Another way to think of it: the winning time tonight was almost exactly equal to Monson’s American 3000 record — 8:25.05 for Monson and 8:25.01 for Chebet — but Chebet’s last 1k was way faster (2:43.2 for Chebet and 2:45.2 for Monson).

It’s hard to believe Chebet’s 5k pr is only 14:34 as she has a World Championship silver at 5000m and a World XC gold. The next time she runs a rabbited 5000m, look out.

#4 Cory McGee breaks 4*

In the women’s mile, Birke Haylom, the 17-year-old Ethiopian who won world juniors last year and had already run 3:57.66 this year, was super impressive as she boldly took off midway through the race and held on to win in 4:17.13. Behind her, American Cory McGee had the race of her life to finish second in 4:18.11. Even though she’s an Olympian, McGee has never broken 4:00 for 1500. And that’s still true today although her time converts to 3:58.95 for 1500 if we use the 1.0802 conversion.

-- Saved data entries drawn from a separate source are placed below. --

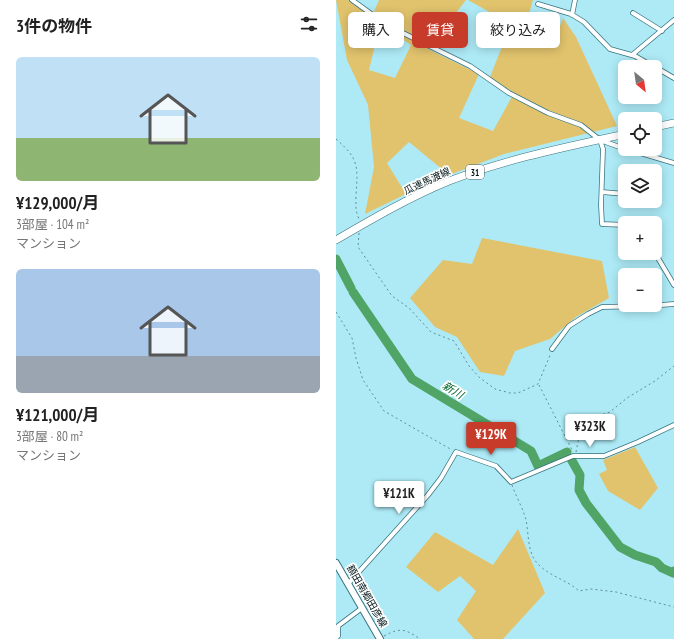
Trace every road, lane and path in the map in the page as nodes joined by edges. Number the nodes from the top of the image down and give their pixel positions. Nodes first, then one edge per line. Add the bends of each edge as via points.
1 (352, 0) edge
2 (575, 0) edge
3 (538, 4) dead end
4 (633, 13) dead end
5 (572, 15) junction
6 (674, 20) edge
7 (662, 31) junction
8 (632, 55) junction
9 (642, 60) edge
10 (662, 71) edge
11 (674, 78) edge
12 (674, 123) edge
13 (662, 126) edge
14 (618, 136) edge
15 (336, 139) edge
16 (600, 140) junction
17 (618, 146) edge
18 (650, 156) edge
19 (674, 163) edge
20 (602, 192) junction
21 (618, 193) edge
22 (618, 225) edge
23 (360, 226) junction
24 (336, 240) edge
25 (659, 260) edge
26 (674, 285) edge
27 (674, 304) edge
28 (336, 312) edge
29 (552, 349) joint
30 (674, 366) edge
31 (538, 384) junction
32 (674, 425) edge
33 (456, 452) junction
34 (575, 456) junction
35 (511, 482) junction
36 (336, 564) edge
37 (348, 584) junction
38 (674, 607) edge
39 (362, 608) junction
40 (336, 638) edge
41 (380, 639) edge
42 (420, 639) edge

1 - 16 street via 401,32 470,66 510,93 548,113 581,125
2 - 5 street
3 - 5 street
4 - 7 street
5 - 8 street via 584,22 610,49
6 - 7 street
7 - 8 street
8 - 9 street
10 - 11 street
12 - 13 main road
14 - 16 main road, 瓜連馬渡線 / 31
15 - 23 path via 348,150 355,162 356,211
16 - 17 street
16 - 20 street via 603,148
16 - 23 main road, 瓜連馬渡線 / 31 via 516,158 470,173 422,193
18 - 19 street
20 - 21 street
20 - 22 street via 602,224
23 - 24 main road, 瓜連馬渡線 / 31
23 - 31 path via 358,247 392,296 409,308 431,332 454,340 469,366 480,378 495,389 510,393 518,393
25 - 26 street
27 - 29 street via 602,307 569,326
28 - 33 path via 352,338 363,380 384,411
29 - 31 path
30 - 34 path via 610,412 595,417 580,432
31 - 34 path
32 - 34 street via 604,456
33 - 35 street via 496,466
33 - 37 street via 428,495
34 - 35 street
35 - 38 path via 526,519 528,544 536,563 543,569 579,591 591,589 616,592
36 - 37 main road, 額田南郷田彦線
37 - 39 main road, 額田南郷田彦線
39 - 40 street via 338,626
39 - 41 main road, 額田南郷田彦線
41 - 42 path via 393,632 407,630

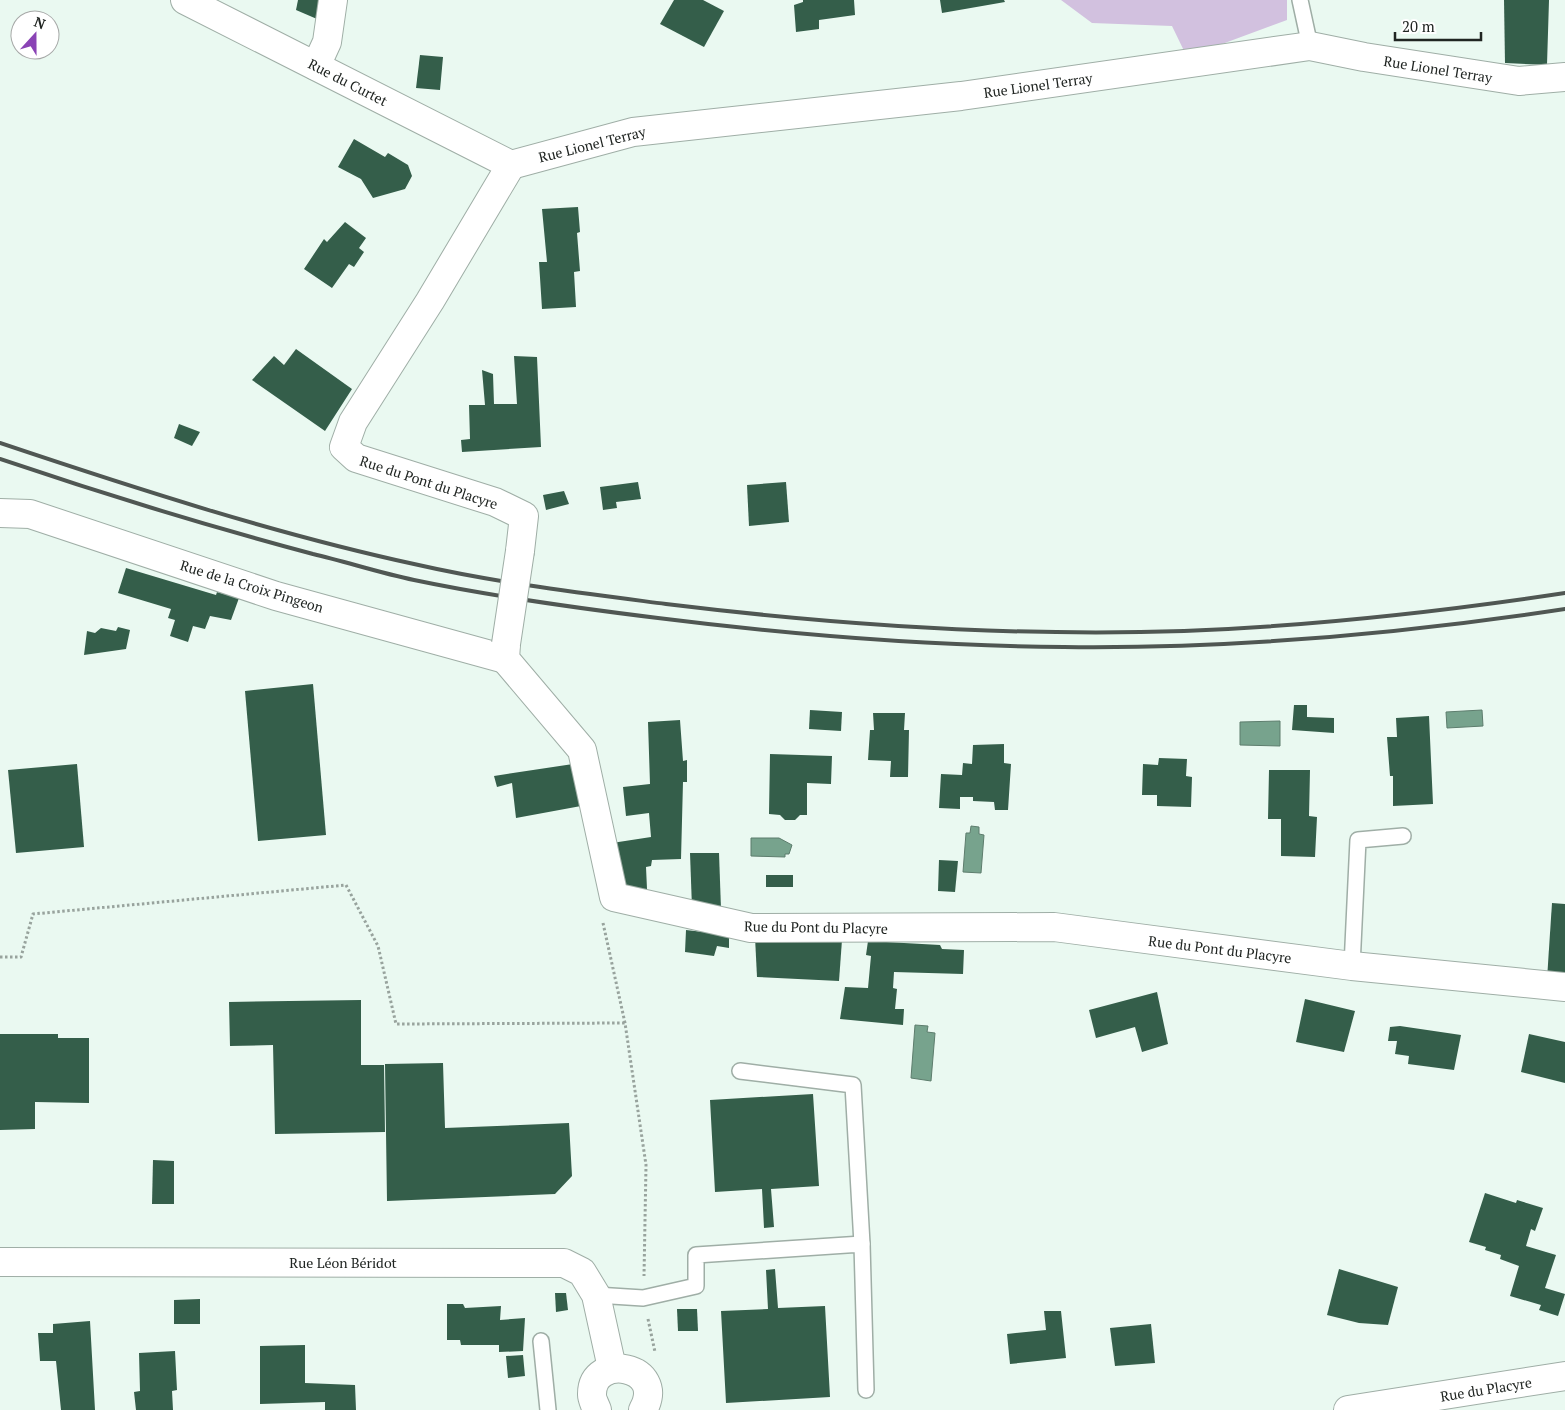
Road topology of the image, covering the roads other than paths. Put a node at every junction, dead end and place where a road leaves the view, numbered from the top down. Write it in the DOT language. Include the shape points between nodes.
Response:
graph roads {
  1 [pos="185,0"];
  2 [pos="333,0"];
  3 [pos="1300,0"];
  4 [pos="1310,46"];
  5 [pos="316,66"];
  6 [pos="1565,77"];
  7 [pos="511,165"];
  8 [pos="0,513"];
  9 [pos="505,652"];
  10 [pos="1403,836"];
  11 [pos="1352,966"];
  12 [pos="1565,987"];
  13 [pos="740,1071"];
  14 [pos="862,1244"];
  15 [pos="0,1262"];
  16 [pos="596,1295"];
  17 [pos="541,1342"];
  18 [pos="612,1368"];
  19 [pos="1565,1376"];
  20 [pos="866,1390"];
  21 [pos="548,1410"];
  22 [pos="597,1410"];
  23 [pos="643,1410"];
  24 [pos="1348,1410"];
  1 -- 5 [label="street, Rue du Curtet"];
  2 -- 5 [label="street" via="327,42"];
  3 -- 4 [label="lane"];
  4 -- 6 [label="street, Rue Lionel Terray" via="1519,81"];
  4 -- 7 [label="street, Rue Lionel Terray" via="961,96 633,132"];
  5 -- 7 [label="street, Rue du Curtet"];
  7 -- 9 [label="street, Rue du Pont du Placyre, bridge" via="353,422 344,447 356,458 495,502 524,516"];
  8 -- 9 [label="street, Rue de la Croix Pingeon" via="30,514 276,596"];
  9 -- 11 [label="street, Rue du Pont du Placyre" via="582,750 614,897 751,928 1054,927"];
  10 -- 11 [label="lane" via="1358,840"];
  11 -- 12 [label="street, Rue du Pont du Placyre"];
  13 -- 14 [label="lane" via="853,1085"];
  14 -- 16 [label="lane" via="696,1255 696,1286 643,1298"];
  14 -- 20 [label="lane"];
  15 -- 16 [label="street, Rue Léon Béridot" via="564,1263 582,1272"];
  16 -- 18 [label="street, Rue Léon Béridot"];
  17 -- 21 [label="lane"];
  18 -- 22 [label="street" via="598,1378 592,1394"];
  18 -- 23 [label="street" via="627,1368 640,1375 647,1388 648,1402"];
  19 -- 24 [label="street, Rue du Placyre"];
}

McGee has run 4 DL 1500/miles this year and gotten faster in each one:

  • May 5 – 4:06.03 in Doha
  • May 28 – 4:03.09 in Rabat
  • June 2 – 4:01.45 in Florence
  • June 15 – 3:58.96* in Oslo

(McGee was the guest on the LetsRun.com Track Talk Podcast before Doha)

#5 Welcome back Wayde van Niekerk — 400m world record holder wins 1st DL in nearly 6 years

For the first time in nearly 6 years (since July 2017), South Africa’s Wayde van Niekerk returned to the Diamond League* and his return was victorious in 44.38, beating the world leader Muzala Samukonga of Zambia, who ran 44.49. Eight men worldwide have broken 45.00 this year but van Niekerk is the only man to have done it three times (Samukonga has now done it twice as has NCAA runner-up Ryan Willie).

*Van Niekerk did win the “B” 400 in Zurich last year.